ということを考えれば、カトリック教会が「カトリック式で洗礼を受けた信者のみ、聖体拝領に与かれる」と締め直しているのは、世界中に広がる教会組織であればこそ、よく理解できるところではあります。単に、ベネディクト16世が保守的で堅い人だから、というわけでもなさそうです(参照:2011年6月3日付「ユーリの部屋」)。
そのことと、日本の地方で直面していると言われる事例とを同列に論じることができるのかどうかは、本当によく考えなければなりません。「いや、日本とマレーシアを一緒にしないでほしい」と言われるのならば、そもそも、論の立て方からして矛盾していることになります。世界の教会動向の協議結果が日本にもたらされるとするならば、マレーシアのようなムスリム多数派の国で、実際に発生してしまっている事例をも、世界の動向に含まれるべきだからです。今後、ますます増加するだろうと言われている日本の多元化現象の中で、諸宗教の領域をどのように設定するのか、あるいはしない方向に進めるのか、それこそ、もっと慎重に検討すべきではないでしょうか。
こう考えてみると、私がこのところずっと憂鬱なのは、20年ほどかけて、マレーシアについて調べてきた経験や実感に照らし合わせると、本件の扱われ方に、どこか深いところで、ノリの軽さのような違和感を覚えているからだということに気づきました。
南メソディスト大学のロバート・ハント先生からは、本件に関する日本国内の議論を私が持ち出したことを(参照:2011年6月5日・6月6日付「ユーリの部屋」)、むしろ喜ぶというお返事が届きました。日本以上に(?)、アメリカでは、やはり重要な事項なのだそうです。
最近、同僚の一人が『あらゆる魂をイエスの客とせよ:オープンな食卓の一つの神学』という本を書き、彼と議論もしたとの由。その著者は、ユーカリストの祝いは、洗礼を受けた人々のみに制限するという基準を保持しながらも、洗礼を受けていない人々が「丁重に受け入れられる」べきであるという状況もあると、認識しているそうです。これが、ハント先生の理解では、「アメリカ合衆国の2004年の合同メソディスト教会総会で意見表明された」のだそうです。そして、同じく理解しているところによれば、それは、クリスチャンでない人々をユーカリストへと「オープンに招待すること」ではないとのこと。むしろ、洗礼を受けているという条件なしに、「主を愛し仕えている」すべての人々への招きだ、と。同僚の著者も、これは個人集会の状況に基づくものであるという点で、はっきりしているのだそうです。

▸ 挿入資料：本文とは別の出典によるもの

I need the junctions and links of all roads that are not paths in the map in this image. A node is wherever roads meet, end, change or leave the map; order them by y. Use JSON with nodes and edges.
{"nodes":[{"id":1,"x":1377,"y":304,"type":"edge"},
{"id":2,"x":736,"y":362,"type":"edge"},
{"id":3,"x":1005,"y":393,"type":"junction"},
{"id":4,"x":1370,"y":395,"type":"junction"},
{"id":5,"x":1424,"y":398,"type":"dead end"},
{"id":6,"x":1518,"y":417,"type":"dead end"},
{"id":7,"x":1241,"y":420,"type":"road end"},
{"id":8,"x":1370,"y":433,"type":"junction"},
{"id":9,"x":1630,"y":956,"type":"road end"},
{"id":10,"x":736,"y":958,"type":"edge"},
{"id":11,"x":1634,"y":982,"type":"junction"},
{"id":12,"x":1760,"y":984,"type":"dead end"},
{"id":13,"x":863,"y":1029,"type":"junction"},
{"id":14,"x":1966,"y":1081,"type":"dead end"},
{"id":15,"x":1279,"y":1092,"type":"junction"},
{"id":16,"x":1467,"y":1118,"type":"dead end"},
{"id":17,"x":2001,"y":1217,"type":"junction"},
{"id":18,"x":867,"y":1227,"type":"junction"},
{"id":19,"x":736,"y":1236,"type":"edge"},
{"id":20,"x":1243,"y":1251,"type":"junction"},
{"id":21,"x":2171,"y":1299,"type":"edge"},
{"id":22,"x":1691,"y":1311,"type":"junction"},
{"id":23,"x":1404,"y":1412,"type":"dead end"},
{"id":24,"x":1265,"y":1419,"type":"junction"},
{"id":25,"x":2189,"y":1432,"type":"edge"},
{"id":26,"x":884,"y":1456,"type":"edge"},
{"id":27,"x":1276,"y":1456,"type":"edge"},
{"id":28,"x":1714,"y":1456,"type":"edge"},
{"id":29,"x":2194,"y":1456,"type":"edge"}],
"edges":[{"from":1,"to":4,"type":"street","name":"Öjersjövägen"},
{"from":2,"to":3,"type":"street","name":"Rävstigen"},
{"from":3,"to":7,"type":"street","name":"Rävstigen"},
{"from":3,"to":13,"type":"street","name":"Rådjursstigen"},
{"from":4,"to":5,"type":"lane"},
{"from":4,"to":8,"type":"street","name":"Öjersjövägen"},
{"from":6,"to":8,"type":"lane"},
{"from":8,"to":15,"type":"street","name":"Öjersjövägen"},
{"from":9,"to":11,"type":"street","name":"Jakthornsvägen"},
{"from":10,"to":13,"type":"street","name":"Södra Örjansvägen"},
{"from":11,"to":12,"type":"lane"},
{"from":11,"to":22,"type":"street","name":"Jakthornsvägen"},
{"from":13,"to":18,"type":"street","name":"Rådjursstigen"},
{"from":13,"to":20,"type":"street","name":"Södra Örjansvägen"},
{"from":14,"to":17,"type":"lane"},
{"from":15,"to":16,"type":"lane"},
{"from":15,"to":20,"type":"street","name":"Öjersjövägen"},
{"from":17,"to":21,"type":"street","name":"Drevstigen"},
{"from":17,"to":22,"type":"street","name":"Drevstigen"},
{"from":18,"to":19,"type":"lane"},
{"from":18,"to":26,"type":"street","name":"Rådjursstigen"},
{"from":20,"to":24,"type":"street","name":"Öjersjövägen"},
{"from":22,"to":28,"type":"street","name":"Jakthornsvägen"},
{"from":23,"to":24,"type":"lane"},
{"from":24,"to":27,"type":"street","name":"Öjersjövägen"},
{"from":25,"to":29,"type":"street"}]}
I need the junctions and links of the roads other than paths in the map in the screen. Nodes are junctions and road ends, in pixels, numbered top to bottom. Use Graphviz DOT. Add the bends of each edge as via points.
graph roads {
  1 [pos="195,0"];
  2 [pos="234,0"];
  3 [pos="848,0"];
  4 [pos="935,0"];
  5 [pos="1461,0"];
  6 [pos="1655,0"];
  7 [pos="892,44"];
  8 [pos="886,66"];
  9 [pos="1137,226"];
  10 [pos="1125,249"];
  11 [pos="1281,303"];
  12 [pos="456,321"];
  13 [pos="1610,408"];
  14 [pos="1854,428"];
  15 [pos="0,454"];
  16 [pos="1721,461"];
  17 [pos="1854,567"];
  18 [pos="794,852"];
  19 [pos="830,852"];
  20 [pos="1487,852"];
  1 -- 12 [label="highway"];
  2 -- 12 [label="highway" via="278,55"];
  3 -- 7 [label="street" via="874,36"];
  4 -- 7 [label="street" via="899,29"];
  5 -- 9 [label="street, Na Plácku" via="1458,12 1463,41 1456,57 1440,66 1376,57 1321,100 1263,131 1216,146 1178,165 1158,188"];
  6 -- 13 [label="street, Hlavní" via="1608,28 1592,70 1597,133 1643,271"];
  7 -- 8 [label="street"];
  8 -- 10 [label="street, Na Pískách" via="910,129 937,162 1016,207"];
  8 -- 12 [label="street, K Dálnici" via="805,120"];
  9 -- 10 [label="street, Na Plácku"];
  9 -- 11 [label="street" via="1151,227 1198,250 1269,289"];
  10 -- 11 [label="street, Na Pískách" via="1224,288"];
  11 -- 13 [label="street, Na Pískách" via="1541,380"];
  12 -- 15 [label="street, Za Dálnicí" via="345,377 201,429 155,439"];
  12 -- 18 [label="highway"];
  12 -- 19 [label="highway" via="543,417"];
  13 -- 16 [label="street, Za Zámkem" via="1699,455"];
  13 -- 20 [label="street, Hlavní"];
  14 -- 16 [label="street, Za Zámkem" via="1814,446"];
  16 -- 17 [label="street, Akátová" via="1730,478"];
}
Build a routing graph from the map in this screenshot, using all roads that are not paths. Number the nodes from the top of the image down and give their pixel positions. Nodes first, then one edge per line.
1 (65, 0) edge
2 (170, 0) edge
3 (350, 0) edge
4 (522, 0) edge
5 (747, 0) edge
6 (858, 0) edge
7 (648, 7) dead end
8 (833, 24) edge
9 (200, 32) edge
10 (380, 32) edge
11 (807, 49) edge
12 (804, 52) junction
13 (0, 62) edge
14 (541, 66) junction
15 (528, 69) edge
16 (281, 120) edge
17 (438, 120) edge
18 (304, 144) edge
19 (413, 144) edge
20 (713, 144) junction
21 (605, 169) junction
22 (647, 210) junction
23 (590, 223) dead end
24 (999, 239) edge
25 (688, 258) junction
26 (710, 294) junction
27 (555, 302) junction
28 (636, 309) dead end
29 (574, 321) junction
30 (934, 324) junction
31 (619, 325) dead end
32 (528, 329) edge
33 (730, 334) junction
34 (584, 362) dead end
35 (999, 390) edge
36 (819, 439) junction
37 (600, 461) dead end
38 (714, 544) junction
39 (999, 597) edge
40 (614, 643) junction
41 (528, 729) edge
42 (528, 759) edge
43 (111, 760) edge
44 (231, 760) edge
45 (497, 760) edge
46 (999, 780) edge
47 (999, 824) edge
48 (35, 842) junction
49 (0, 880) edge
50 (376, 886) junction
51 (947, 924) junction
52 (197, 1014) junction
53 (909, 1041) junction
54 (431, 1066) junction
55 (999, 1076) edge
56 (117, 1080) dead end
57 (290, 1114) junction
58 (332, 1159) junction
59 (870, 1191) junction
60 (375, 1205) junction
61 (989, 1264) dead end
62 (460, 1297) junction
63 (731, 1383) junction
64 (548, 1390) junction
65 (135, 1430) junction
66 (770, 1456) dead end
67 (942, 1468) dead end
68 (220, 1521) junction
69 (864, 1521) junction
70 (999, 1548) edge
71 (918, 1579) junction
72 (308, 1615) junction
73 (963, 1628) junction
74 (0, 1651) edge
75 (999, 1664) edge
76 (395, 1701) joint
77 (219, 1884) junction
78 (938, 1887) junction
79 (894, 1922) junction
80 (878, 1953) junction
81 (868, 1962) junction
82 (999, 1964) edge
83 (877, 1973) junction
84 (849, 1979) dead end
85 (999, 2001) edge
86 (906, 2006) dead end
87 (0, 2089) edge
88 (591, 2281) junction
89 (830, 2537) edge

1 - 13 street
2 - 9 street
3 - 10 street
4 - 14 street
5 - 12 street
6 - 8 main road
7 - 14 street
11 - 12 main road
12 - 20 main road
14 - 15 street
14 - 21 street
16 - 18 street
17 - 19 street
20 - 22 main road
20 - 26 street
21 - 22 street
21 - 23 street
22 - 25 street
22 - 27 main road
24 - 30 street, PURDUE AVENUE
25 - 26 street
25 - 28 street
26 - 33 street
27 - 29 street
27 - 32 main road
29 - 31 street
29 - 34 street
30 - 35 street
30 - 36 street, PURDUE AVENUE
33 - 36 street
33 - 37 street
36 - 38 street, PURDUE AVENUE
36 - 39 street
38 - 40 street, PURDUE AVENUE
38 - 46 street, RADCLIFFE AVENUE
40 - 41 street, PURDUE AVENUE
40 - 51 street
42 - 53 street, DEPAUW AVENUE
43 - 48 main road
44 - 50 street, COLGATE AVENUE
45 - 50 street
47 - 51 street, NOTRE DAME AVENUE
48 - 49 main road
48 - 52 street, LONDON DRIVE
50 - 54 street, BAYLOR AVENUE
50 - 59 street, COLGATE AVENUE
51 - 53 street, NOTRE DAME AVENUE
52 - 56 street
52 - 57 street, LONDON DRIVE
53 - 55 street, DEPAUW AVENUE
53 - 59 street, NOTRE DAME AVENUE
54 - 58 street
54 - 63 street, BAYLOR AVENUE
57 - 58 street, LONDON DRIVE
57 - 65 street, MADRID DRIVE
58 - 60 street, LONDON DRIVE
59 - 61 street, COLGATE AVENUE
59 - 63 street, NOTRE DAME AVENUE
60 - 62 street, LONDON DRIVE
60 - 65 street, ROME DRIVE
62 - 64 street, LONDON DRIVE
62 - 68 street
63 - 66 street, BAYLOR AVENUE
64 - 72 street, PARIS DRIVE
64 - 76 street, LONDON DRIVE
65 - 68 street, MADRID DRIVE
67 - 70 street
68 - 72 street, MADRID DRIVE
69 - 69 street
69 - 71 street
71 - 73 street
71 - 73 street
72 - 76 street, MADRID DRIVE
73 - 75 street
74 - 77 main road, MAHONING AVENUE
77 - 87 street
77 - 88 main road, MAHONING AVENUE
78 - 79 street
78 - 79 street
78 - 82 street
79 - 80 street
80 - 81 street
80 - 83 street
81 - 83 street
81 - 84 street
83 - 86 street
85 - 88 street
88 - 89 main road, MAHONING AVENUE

ハント先生は続けます。「ここで、宣教観点が重要になる。既述のように、洗礼を受けてない人々が自分をクリスチャンだとみなすことの多いアメリカ合衆国では、そういう人々を退けることは適切ではない。他の多くの場所では、唯一の責任あるアプローチは、ユーカリストの食事が正確に何を意味するのか、はっきりさせることである。そして、誰が参加するよう招かれるべきかについて何らかの区別をつけることである。」
さらに、「率直になるべきだが、著者と本件について議論してきたように、アメリカの信徒達の限られた経験が、合同メソディストの神学として前面に出されるべきではないということだ。私見では、アメリカの神学者達が、自分の経験や参考枠を、キリスト教会全体の規範とみなしがちな傾向を、不幸だと思っている」と、結ばれていました。
ここから、今日の結論は、次のようになります。
私自身は、本件に関して、自分の海外滞在およびリサーチ経験、プラス、期せずして身辺で発生していたことが判明した状況から、自然と関心を寄せざるを得なかったこと。日本国内の事例説明を当事者から聞いて、いったんは納得しようとしたものの、広く世界情勢を鑑みると、日本の地方での諸事例を、あまり拡大解釈すべきではないのではないか、ということ。しかしながら、個々の事例を最大限考慮しようとする傾向は、アメリカ合衆国においても観察され得ること。恐らくは、ラインラント事例の後(参照:2011年6月3日付「ユーリの部屋」)、同じくドイツ語で読んだ、2005年末に書かれたオーストリアの事例も(Die Forderung der Zulassung von Ungetauften zur Kommunion:falsch verstandene Barmherzigkeit?)、何らかの事由あっての意見表明であったのであろうと想像されること。従って、本件は、非常に複雑かつ重要な事柄であって、もっと慎重にさまざまな角度から討議されるべきではないかと、一般人の立場からも想像されること、です。
とどのつまり、最も迷惑を蒙っているのは、実は神学者ではなく、我々一般人なのですから(参照:2011年6月10日付「ユーリの部屋」)。